Daily News Archive
and Mosquito Spraying, Still Not Over For Some
Palm Beach county in Florida has been placed under a medical alert for mosquito-borne diseases and has announced that spraying will be kicked into high gear "pretty much from border to border" in the coastal county, says Gary Goode, an analyst with the county's Division of Mosquito Control. The county is home is close to 1.2 million people with roughly 23% being over the age of 65, the age group most vulnerable to severe illness from West Nile virus (WNv), but also vulnerable to pesticide exposure.
"'We're trying to get the airplane up,'" says Goode. "'We have something scheduled, but if they aren't able to pull it off because of the wind, then they'll try it again the next night and the next night until [conditions are right],'" says Goode according to The Sun-Sentinel.
Florida's WNv Response Plan is one of the least conservative state plans in regards to widescale spraying of pesticides. While a level 2 response (out of 4 levels) does not rule out aerial adulticiding in extreme cases, it generally calls for aerial adulticiding only after a human WNv case has been detected, which in Palm Beach is not the case.

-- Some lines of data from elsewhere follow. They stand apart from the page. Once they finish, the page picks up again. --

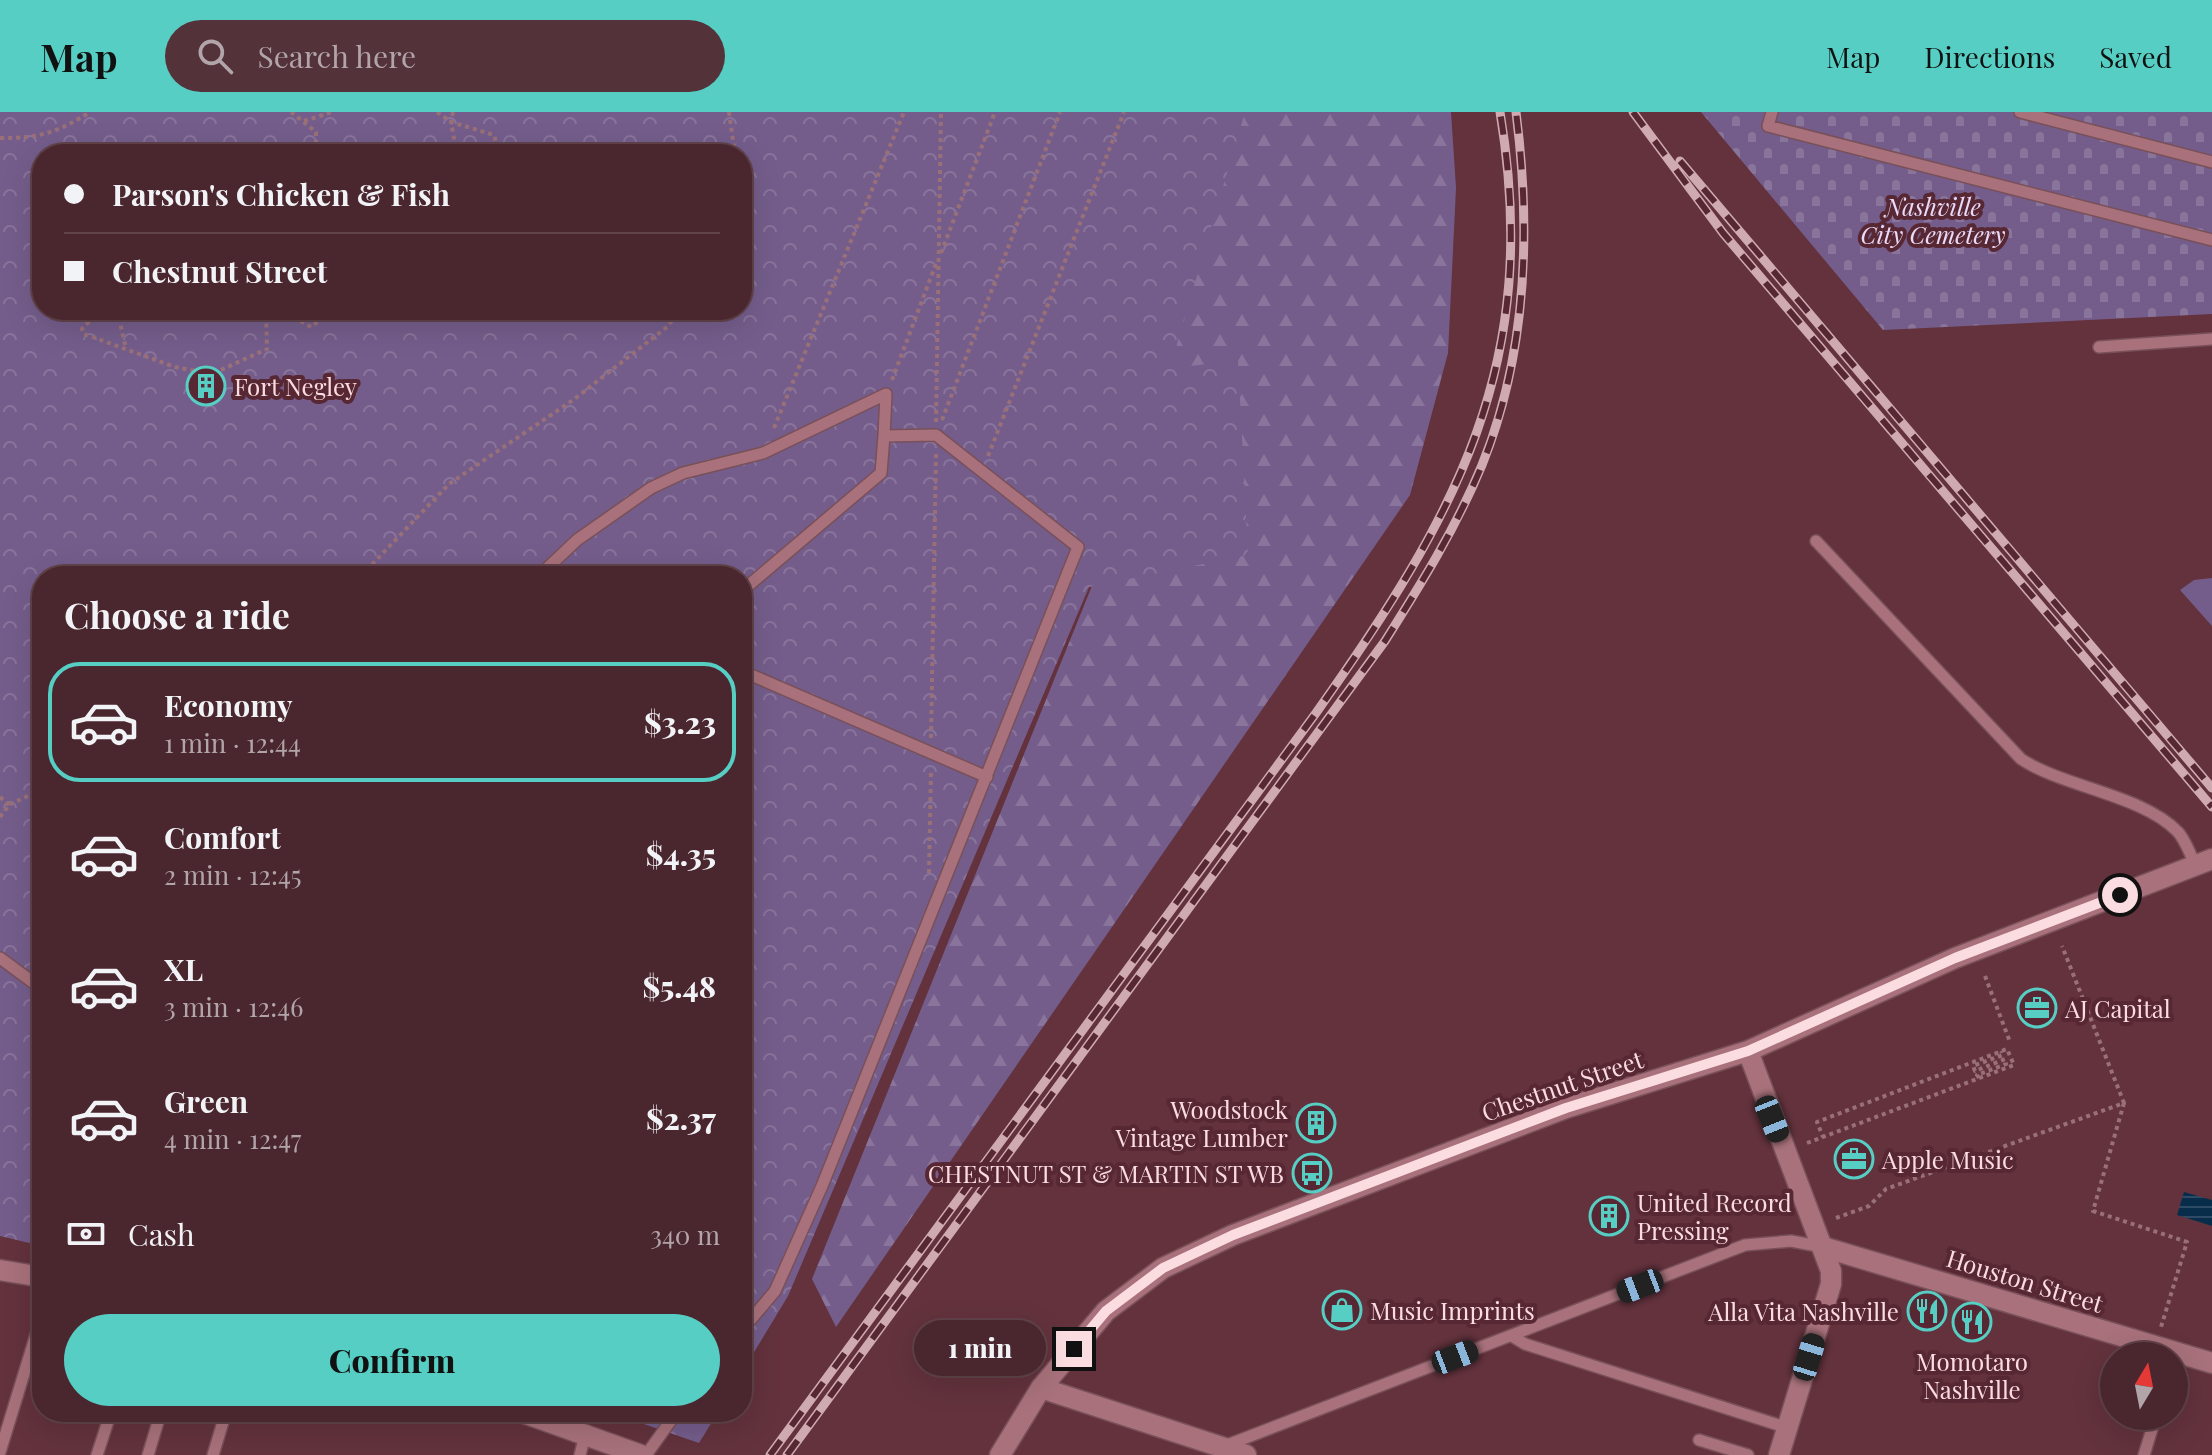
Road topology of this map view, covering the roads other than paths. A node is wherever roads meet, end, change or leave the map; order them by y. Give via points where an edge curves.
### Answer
1 (1772, 112) edge
2 (2020, 112) edge
3 (2039, 114) edge
4 (2212, 162) edge
5 (2212, 240) edge
6 (2212, 339) edge
7 (2099, 347) dead end
8 (884, 436) junction
9 (1816, 541) dead end
10 (550, 566) edge
11 (752, 583) edge
12 (752, 675) edge
13 (987, 777) junction
14 (2204, 862) edge
15 (0, 958) edge
16 (32, 982) edge
17 (1748, 1051) junction
18 (1823, 1247) junction
19 (0, 1270) edge
20 (32, 1275) edge
21 (752, 1318) edge
22 (1512, 1336) junction
23 (32, 1348) edge
24 (2212, 1363) edge
25 (1041, 1388) junction
26 (108, 1422) edge
27 (158, 1422) edge
28 (223, 1422) edge
29 (540, 1422) edge
30 (669, 1422) edge
31 (1788, 1428) junction
32 (2152, 1430) edge
33 (1699, 1440) dead end
34 (583, 1445) edge
35 (1222, 1447) junction
36 (0, 1452) edge
37 (97, 1455) edge
38 (148, 1455) edge
39 (213, 1455) edge
40 (643, 1455) edge
41 (1000, 1455) edge
42 (1246, 1455) edge
43 (1748, 1455) edge
44 (1779, 1455) edge
45 (2144, 1455) edge

1 - 5 lane via 1768,126
2 - 3 lane
3 - 4 lane
6 - 7 lane
8 - 10 lane via 886,394 763,453 683,473 651,488
8 - 11 lane via 881,473
8 - 13 lane via 936,435 1078,547
9 - 14 lane via 2021,759 2040,772 2070,779 2161,819
12 - 13 lane
13 - 21 lane via 775,1291
14 - 17 street, Chestnut Street via 1955,958
15 - 16 lane
17 - 18 street
17 - 25 street, Chestnut Street via 1566,1108 1233,1235 1163,1268 1106,1311
18 - 22 lane via 1791,1241 1745,1245
18 - 24 street, Houston Street
18 - 31 street via 1831,1284
19 - 20 street
22 - 31 lane
22 - 35 lane
23 - 36 lane
25 - 35 street
25 - 41 street, Chestnut Street
26 - 37 lane
27 - 38 lane
28 - 39 lane
29 - 34 street
30 - 40 lane
31 - 44 street
32 - 45 lane
33 - 43 lane
34 - 40 street
35 - 42 street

The additional four sentinel chickens that tested positive and set off the medical alert were found in two out of seven or more cities in the county, "'but,'" Goode told The Sun reporter, WNv-positive chickens "'have been popping up all over the county.'" Since the beginning of the year Florida's statistics show somewhere between 24-50 WNv-positive sentinel chickens dispersed relatively equally throughout the entire state - a low number in comparison to most states. Palm Beach had 8 positively tested chickens as of November 5, until the additional four this week (bringing the total to 13). Although these numbers are generally considered very low for such a heightened level response, eight malaria patients were reported from the county last month. According to the Center for Disease Control and Prevention (CDC), six deaths due to the virus have been recorded in the entire state of Florida - all since November 19.
Although the intention of spraying may be to protect the public, the county may be doing more harm than good. Studies have shown that aerial spraying for adult mosquitoes is greatly ineffective (as little as 1% of mosquitoes will be hit, according to Cornell University entomologist David Pimentel). Further, pesticides that kill mosquitoes also kill their predators leading to less biological check on the mosquito population than without spraying. The CDC reports that less than one percent of those infected with WNv will develop severe illness. And while the potential risks of pesticidal exposure from spraying continue to be scientifically uncertain, evidence linking pesticide exposure to health and environmental problems continues to pour in - particularly including the highly toxic pesticides used to combat mosquitoes.